▸ **ASSIGNMENT**:
Output each entry in full so that the result matches the data exactly.

** PROVIDED ENTRIES follows **

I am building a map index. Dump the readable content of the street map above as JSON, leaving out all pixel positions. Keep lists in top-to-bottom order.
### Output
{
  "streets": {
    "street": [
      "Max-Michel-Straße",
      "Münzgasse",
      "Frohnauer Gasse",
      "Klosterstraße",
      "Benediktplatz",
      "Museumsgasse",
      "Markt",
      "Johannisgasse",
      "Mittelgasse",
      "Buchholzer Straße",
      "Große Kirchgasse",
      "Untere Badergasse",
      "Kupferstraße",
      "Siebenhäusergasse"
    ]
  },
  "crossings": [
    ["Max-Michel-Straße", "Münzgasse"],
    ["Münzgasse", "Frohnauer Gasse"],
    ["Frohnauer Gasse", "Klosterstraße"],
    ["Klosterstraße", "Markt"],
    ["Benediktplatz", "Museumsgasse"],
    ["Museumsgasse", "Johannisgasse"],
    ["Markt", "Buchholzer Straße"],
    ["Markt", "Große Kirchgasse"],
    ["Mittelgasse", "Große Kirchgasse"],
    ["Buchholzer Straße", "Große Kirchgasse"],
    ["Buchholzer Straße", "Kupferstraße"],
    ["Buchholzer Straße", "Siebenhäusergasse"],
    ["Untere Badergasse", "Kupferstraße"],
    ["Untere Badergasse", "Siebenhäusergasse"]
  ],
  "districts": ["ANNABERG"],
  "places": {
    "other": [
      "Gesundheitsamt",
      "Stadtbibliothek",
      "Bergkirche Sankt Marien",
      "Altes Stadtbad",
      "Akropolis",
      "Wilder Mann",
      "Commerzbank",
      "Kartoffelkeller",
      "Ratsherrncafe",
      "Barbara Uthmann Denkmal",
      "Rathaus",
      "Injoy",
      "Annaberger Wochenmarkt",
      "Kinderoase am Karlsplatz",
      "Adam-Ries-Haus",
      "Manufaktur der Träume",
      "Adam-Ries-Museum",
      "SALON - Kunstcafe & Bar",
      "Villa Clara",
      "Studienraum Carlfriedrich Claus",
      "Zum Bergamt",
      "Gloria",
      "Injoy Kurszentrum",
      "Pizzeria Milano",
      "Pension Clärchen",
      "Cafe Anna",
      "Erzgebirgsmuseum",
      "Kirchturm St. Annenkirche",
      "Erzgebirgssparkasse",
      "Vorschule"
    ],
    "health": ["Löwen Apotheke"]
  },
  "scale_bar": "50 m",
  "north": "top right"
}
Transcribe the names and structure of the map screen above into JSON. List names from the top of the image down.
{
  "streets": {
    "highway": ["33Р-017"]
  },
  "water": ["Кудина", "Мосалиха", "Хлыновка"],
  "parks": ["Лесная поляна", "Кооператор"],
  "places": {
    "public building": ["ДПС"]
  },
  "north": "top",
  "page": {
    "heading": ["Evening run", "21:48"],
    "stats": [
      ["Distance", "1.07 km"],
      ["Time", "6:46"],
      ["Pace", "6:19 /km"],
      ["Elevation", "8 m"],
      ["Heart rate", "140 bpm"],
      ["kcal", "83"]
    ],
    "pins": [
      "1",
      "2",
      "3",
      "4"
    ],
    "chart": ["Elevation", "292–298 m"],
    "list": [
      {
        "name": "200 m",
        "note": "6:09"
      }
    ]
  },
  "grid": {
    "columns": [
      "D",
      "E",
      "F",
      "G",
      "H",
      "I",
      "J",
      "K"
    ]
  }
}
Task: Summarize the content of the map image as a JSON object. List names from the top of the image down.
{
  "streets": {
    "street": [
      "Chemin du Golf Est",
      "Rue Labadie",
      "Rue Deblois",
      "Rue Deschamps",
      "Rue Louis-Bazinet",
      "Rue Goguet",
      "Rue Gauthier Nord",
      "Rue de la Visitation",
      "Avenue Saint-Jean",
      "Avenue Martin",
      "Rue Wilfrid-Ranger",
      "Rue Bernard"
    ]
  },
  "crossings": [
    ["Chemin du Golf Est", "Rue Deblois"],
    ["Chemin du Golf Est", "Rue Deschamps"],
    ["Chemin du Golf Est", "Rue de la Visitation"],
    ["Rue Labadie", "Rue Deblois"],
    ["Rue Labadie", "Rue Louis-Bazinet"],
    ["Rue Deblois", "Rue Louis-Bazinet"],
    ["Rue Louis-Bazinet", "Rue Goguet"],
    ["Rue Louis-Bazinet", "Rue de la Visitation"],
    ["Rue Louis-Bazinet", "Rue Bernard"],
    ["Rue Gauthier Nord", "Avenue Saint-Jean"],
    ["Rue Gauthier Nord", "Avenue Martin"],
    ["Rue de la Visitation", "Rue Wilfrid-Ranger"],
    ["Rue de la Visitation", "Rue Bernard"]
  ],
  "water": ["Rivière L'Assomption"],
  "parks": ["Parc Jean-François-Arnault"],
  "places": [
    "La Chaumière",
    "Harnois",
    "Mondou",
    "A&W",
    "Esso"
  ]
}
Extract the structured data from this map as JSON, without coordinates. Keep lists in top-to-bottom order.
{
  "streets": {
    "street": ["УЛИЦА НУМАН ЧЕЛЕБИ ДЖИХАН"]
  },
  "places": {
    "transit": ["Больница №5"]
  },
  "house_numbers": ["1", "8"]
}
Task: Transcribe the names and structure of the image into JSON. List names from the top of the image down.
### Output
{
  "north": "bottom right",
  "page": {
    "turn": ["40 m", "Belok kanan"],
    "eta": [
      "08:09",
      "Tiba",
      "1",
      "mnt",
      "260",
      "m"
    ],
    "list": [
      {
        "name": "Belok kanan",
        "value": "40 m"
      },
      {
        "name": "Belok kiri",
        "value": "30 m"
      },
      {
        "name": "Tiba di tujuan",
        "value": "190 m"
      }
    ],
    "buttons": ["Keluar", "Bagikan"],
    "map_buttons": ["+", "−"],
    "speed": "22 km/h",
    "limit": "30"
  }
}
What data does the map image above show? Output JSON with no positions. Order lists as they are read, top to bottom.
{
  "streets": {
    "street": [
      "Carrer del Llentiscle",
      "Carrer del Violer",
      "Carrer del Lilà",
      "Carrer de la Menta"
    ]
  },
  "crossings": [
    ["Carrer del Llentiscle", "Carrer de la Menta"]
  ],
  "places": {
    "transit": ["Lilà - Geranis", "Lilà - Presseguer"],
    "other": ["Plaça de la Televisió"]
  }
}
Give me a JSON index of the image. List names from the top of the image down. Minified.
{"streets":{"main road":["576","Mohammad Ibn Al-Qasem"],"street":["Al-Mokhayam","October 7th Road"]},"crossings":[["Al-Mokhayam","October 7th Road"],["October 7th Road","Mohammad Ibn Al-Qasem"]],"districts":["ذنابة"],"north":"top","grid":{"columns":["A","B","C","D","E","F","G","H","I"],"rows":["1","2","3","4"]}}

** End of PROVIDED ENTRIES **

▸ **ANSWER AREA**:
I am building a map index. Dump the readable content of the street map above as JSON, leaving out all pixel positions. Keep lists in top-to-bottom order.
### Output
{
  "streets": {
    "street": [
      "Max-Michel-Straße",
      "Münzgasse",
      "Frohnauer Gasse",
      "Klosterstraße",
      "Benediktplatz",
      "Museumsgasse",
      "Markt",
      "Johannisgasse",
      "Mittelgasse",
      "Buchholzer Straße",
      "Große Kirchgasse",
      "Untere Badergasse",
      "Kupferstraße",
      "Siebenhäusergasse"
    ]
  },
  "crossings": [
    ["Max-Michel-Straße", "Münzgasse"],
    ["Münzgasse", "Frohnauer Gasse"],
    ["Frohnauer Gasse", "Klosterstraße"],
    ["Klosterstraße", "Markt"],
    ["Benediktplatz", "Museumsgasse"],
    ["Museumsgasse", "Johannisgasse"],
    ["Markt", "Buchholzer Straße"],
    ["Markt", "Große Kirchgasse"],
    ["Mittelgasse", "Große Kirchgasse"],
    ["Buchholzer Straße", "Große Kirchgasse"],
    ["Buchholzer Straße", "Kupferstraße"],
    ["Buchholzer Straße", "Siebenhäusergasse"],
    ["Untere Badergasse", "Kupferstraße"],
    ["Untere Badergasse", "Siebenhäusergasse"]
  ],
  "districts": ["ANNABERG"],
  "places": {
    "other": [
      "Gesundheitsamt",
      "Stadtbibliothek",
      "Bergkirche Sankt Marien",
      "Altes Stadtbad",
      "Akropolis",
      "Wilder Mann",
      "Commerzbank",
      "Kartoffelkeller",
      "Ratsherrncafe",
      "Barbara Uthmann Denkmal",
      "Rathaus",
      "Injoy",
      "Annaberger Wochenmarkt",
      "Kinderoase am Karlsplatz",
      "Adam-Ries-Haus",
      "Manufaktur der Träume",
      "Adam-Ries-Museum",
      "SALON - Kunstcafe & Bar",
      "Villa Clara",
      "Studienraum Carlfriedrich Claus",
      "Zum Bergamt",
      "Gloria",
      "Injoy Kurszentrum",
      "Pizzeria Milano",
      "Pension Clärchen",
      "Cafe Anna",
      "Erzgebirgsmuseum",
      "Kirchturm St. Annenkirche",
      "Erzgebirgssparkasse",
      "Vorschule"
    ],
    "health": ["Löwen Apotheke"]
  },
  "scale_bar": "50 m",
  "north": "top right"
}
Transcribe the names and structure of the map screen above into JSON. List names from the top of the image down.
{
  "streets": {
    "highway": ["33Р-017"]
  },
  "water": ["Кудина", "Мосалиха", "Хлыновка"],
  "parks": ["Лесная поляна", "Кооператор"],
  "places": {
    "public building": ["ДПС"]
  },
  "north": "top",
  "page": {
    "heading": ["Evening run", "21:48"],
    "stats": [
      ["Distance", "1.07 km"],
      ["Time", "6:46"],
      ["Pace", "6:19 /km"],
      ["Elevation", "8 m"],
      ["Heart rate", "140 bpm"],
      ["kcal", "83"]
    ],
    "pins": [
      "1",
      "2",
      "3",
      "4"
    ],
    "chart": ["Elevation", "292–298 m"],
    "list": [
      {
        "name": "200 m",
        "note": "6:09"
      }
    ]
  },
  "grid": {
    "columns": [
      "D",
      "E",
      "F",
      "G",
      "H",
      "I",
      "J",
      "K"
    ]
  }
}
Task: Summarize the content of the map image as a JSON object. List names from the top of the image down.
{
  "streets": {
    "street": [
      "Chemin du Golf Est",
      "Rue Labadie",
      "Rue Deblois",
      "Rue Deschamps",
      "Rue Louis-Bazinet",
      "Rue Goguet",
      "Rue Gauthier Nord",
      "Rue de la Visitation",
      "Avenue Saint-Jean",
      "Avenue Martin",
      "Rue Wilfrid-Ranger",
      "Rue Bernard"
    ]
  },
  "crossings": [
    ["Chemin du Golf Est", "Rue Deblois"],
    ["Chemin du Golf Est", "Rue Deschamps"],
    ["Chemin du Golf Est", "Rue de la Visitation"],
    ["Rue Labadie", "Rue Deblois"],
    ["Rue Labadie", "Rue Louis-Bazinet"],
    ["Rue Deblois", "Rue Louis-Bazinet"],
    ["Rue Louis-Bazinet", "Rue Goguet"],
    ["Rue Louis-Bazinet", "Rue de la Visitation"],
    ["Rue Louis-Bazinet", "Rue Bernard"],
    ["Rue Gauthier Nord", "Avenue Saint-Jean"],
    ["Rue Gauthier Nord", "Avenue Martin"],
    ["Rue de la Visitation", "Rue Wilfrid-Ranger"],
    ["Rue de la Visitation", "Rue Bernard"]
  ],
  "water": ["Rivière L'Assomption"],
  "parks": ["Parc Jean-François-Arnault"],
  "places": [
    "La Chaumière",
    "Harnois",
    "Mondou",
    "A&W",
    "Esso"
  ]
}
Extract the structured data from this map as JSON, without coordinates. Keep lists in top-to-bottom order.
{
  "streets": {
    "street": ["УЛИЦА НУМАН ЧЕЛЕБИ ДЖИХАН"]
  },
  "places": {
    "transit": ["Больница №5"]
  },
  "house_numbers": ["1", "8"]
}
Task: Transcribe the names and structure of the image into JSON. List names from the top of the image down.
### Output
{
  "north": "bottom right",
  "page": {
    "turn": ["40 m", "Belok kanan"],
    "eta": [
      "08:09",
      "Tiba",
      "1",
      "mnt",
      "260",
      "m"
    ],
    "list": [
      {
        "name": "Belok kanan",
        "value": "40 m"
      },
      {
        "name": "Belok kiri",
        "value": "30 m"
      },
      {
        "name": "Tiba di tujuan",
        "value": "190 m"
      }
    ],
    "buttons": ["Keluar", "Bagikan"],
    "map_buttons": ["+", "−"],
    "speed": "22 km/h",
    "limit": "30"
  }
}
What data does the map image above show? Output JSON with no positions. Order lists as they are read, top to bottom.
{
  "streets": {
    "street": [
      "Carrer del Llentiscle",
      "Carrer del Violer",
      "Carrer del Lilà",
      "Carrer de la Menta"
    ]
  },
  "crossings": [
    ["Carrer del Llentiscle", "Carrer de la Menta"]
  ],
  "places": {
    "transit": ["Lilà - Geranis", "Lilà - Presseguer"],
    "other": ["Plaça de la Televisió"]
  }
}
Give me a JSON index of the image. List names from the top of the image down. Minified.
{"streets":{"main road":["576","Mohammad Ibn Al-Qasem"],"street":["Al-Mokhayam","October 7th Road"]},"crossings":[["Al-Mokhayam","October 7th Road"],["October 7th Road","Mohammad Ibn Al-Qasem"]],"districts":["ذنابة"],"north":"top","grid":{"columns":["A","B","C","D","E","F","G","H","I"],"rows":["1","2","3","4"]}}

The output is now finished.